Rock Band (Xbox 360)
The Temple of Rock wasn't built in a day.
1/31/2008 12:00 AM | 0 Comments | Page 2 of 3
Miguel Lopez
Status: Going over the new site with a fine-toothed comb.
The vocal sections play lot like
Karaoke Revolution or
SingStar. The lyrics will scroll across a horizontal portion of the screen, with lines representing the pitch of each phrase. Each song's actual vocal track will play in the background, though you can adjust their levels in the options. You activate Overdrive by improvising whenever a glowing yellow field scrolls across the vocal chart -- you can bellow, hoot, howl or simply blow into the microphone to trigger it. There are also little rhythm sections sequenced into some of the songs, which simulate the vocalist's percussive contributions. You can simply tap the mic against your hand to play these, but if you have a tambourine or set of timbales, all the better.
While you could embark on a Solo Tour for every instrument except bass,
Rock Band was built expressly for the Band World Tour mode, which allows up to four players (if you have a second guitar controller for bass, of course) to create rocker personas and attempt to take the world by storm. It's ostensibly your typical career mode, but it's made all the more engrossing given the added social dynamic. You start out in your band's home city and play a series of gigs that can range from a single song to an extended marathon of jams tied together by genre, theme, region or what have you. The more gigs you play, the more fans you get, which further opens up the world at your disposal. Soon enough, you'll be ditching the funky-smelling van for a real-deal tour bus. You'll know you've made it once you've earned a private jet.
Just like in the real thing, expect some bickering between your virtual bandmates; while you can cut someone some slack if you're not too hot on a single track, expect tempers to fly when you feel like indulging your inner guitar deity in the presence of a bandmate who isn't keen on stomaching a five-song set of classic rock standards. You might want to tread carefully, though: Since you can't do the Band World Tour online, you might have a difficult time replacing alienated band members. Apart from the hardware problems, as a matter of fact, this is the most disappointing aspect of the game.

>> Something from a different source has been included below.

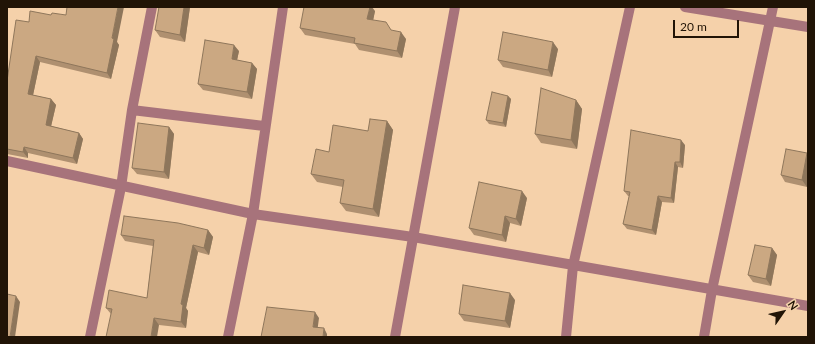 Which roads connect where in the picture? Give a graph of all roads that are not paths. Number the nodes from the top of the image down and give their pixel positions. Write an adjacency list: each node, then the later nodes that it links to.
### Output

Hopefully, Harmonix will see fit to patch this in, and thereby unite the world through rock. To be fair, you can jam on any song with a full band via the Internet, as well as engage in a couple of competitive multiplayer modes. You just can't go all the way, which is a definite downer.

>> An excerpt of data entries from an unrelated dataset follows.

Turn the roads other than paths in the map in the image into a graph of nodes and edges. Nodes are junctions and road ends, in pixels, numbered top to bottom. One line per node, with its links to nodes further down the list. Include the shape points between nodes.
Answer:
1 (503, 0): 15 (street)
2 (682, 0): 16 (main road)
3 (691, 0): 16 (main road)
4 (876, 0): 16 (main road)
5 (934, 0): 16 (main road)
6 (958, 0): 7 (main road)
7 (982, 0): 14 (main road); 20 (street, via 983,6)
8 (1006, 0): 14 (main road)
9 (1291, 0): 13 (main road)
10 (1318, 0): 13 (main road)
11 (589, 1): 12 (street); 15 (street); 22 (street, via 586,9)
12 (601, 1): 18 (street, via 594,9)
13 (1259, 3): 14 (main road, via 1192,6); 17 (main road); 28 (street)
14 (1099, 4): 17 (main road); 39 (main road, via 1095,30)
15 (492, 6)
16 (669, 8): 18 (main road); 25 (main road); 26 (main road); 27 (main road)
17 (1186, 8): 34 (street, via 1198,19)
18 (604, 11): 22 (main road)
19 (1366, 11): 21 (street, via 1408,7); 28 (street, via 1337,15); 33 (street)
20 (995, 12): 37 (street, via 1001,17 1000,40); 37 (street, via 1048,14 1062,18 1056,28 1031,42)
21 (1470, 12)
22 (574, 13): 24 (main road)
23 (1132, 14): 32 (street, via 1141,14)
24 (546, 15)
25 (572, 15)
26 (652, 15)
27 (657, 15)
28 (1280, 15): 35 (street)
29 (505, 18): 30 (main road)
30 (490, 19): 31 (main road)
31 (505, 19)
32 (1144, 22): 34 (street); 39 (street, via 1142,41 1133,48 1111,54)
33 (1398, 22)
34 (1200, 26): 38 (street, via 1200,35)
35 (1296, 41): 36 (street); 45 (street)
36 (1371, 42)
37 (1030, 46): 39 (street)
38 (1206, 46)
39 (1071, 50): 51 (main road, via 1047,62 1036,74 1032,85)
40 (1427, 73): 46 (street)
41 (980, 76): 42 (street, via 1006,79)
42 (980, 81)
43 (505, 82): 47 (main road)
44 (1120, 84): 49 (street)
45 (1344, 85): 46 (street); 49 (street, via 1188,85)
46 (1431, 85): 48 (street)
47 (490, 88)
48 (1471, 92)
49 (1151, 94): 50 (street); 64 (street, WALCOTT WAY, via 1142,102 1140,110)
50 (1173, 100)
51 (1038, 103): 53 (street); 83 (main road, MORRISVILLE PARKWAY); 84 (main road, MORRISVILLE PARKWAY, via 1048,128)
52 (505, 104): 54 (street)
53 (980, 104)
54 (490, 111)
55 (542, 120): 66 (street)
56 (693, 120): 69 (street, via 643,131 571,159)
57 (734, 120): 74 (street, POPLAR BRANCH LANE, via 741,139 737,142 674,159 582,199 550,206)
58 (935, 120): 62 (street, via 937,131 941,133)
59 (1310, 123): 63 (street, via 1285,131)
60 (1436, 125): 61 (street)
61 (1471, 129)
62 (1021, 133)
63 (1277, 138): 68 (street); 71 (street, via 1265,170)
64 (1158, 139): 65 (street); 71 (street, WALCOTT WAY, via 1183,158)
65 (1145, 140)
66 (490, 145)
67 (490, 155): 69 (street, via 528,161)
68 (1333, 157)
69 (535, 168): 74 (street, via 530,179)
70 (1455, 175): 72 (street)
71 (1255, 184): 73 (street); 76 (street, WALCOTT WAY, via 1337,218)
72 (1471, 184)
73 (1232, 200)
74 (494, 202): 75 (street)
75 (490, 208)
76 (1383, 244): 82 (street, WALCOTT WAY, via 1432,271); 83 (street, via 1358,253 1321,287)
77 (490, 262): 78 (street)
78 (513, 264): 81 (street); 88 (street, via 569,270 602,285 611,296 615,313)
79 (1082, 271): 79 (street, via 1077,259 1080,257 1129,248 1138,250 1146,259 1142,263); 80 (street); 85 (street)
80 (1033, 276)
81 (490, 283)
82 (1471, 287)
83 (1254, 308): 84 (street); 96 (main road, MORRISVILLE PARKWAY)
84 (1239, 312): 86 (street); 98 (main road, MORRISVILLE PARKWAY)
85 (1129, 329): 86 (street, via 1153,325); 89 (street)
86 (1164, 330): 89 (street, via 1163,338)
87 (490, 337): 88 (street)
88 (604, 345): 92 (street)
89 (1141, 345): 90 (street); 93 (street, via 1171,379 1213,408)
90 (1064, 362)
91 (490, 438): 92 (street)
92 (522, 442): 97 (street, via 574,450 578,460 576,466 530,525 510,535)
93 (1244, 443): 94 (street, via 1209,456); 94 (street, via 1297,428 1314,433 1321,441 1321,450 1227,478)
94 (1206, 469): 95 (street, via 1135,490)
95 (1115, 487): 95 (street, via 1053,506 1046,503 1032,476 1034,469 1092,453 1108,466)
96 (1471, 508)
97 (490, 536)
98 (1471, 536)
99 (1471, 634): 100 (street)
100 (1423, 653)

So, about those broken instruments... The most common complaints seem to be about the guitars -- particularly, problems with the strum bars registering more than one note input per strum, essentially rendering the guitar parts of songs unplayable. Also common are Overdrive issues: Afflicted instruments are unable to activate this crucial gameplay feature, no matter which direction they're tilted. There are also lots of reports of cracked bass drum pedals, and USB mics with faulty sound detection.
Both of the guitars I used in my review
Rock Band (which, in the interest of full disclosure, was provided to me by EA) have gone out -- one has the double-strum problem, and the other won't register Overdrive. The latter seems to have been defective out of the box, as I only started using it after the first guitar went out on me. The first guitar was used primarily on the solo tour mode on medium difficulty, though I did mess around with downloaded songs on it quite a bit. All told, I must have played about 100 songs on it before it went out. Judging from the complaints on the official boards, however, the problems don't discriminate based on platform; people are reporting issues with both the Xbox 360 and the PlayStation 3 versions of the hardware. I guess I just got lucky (or unlucky, as it were).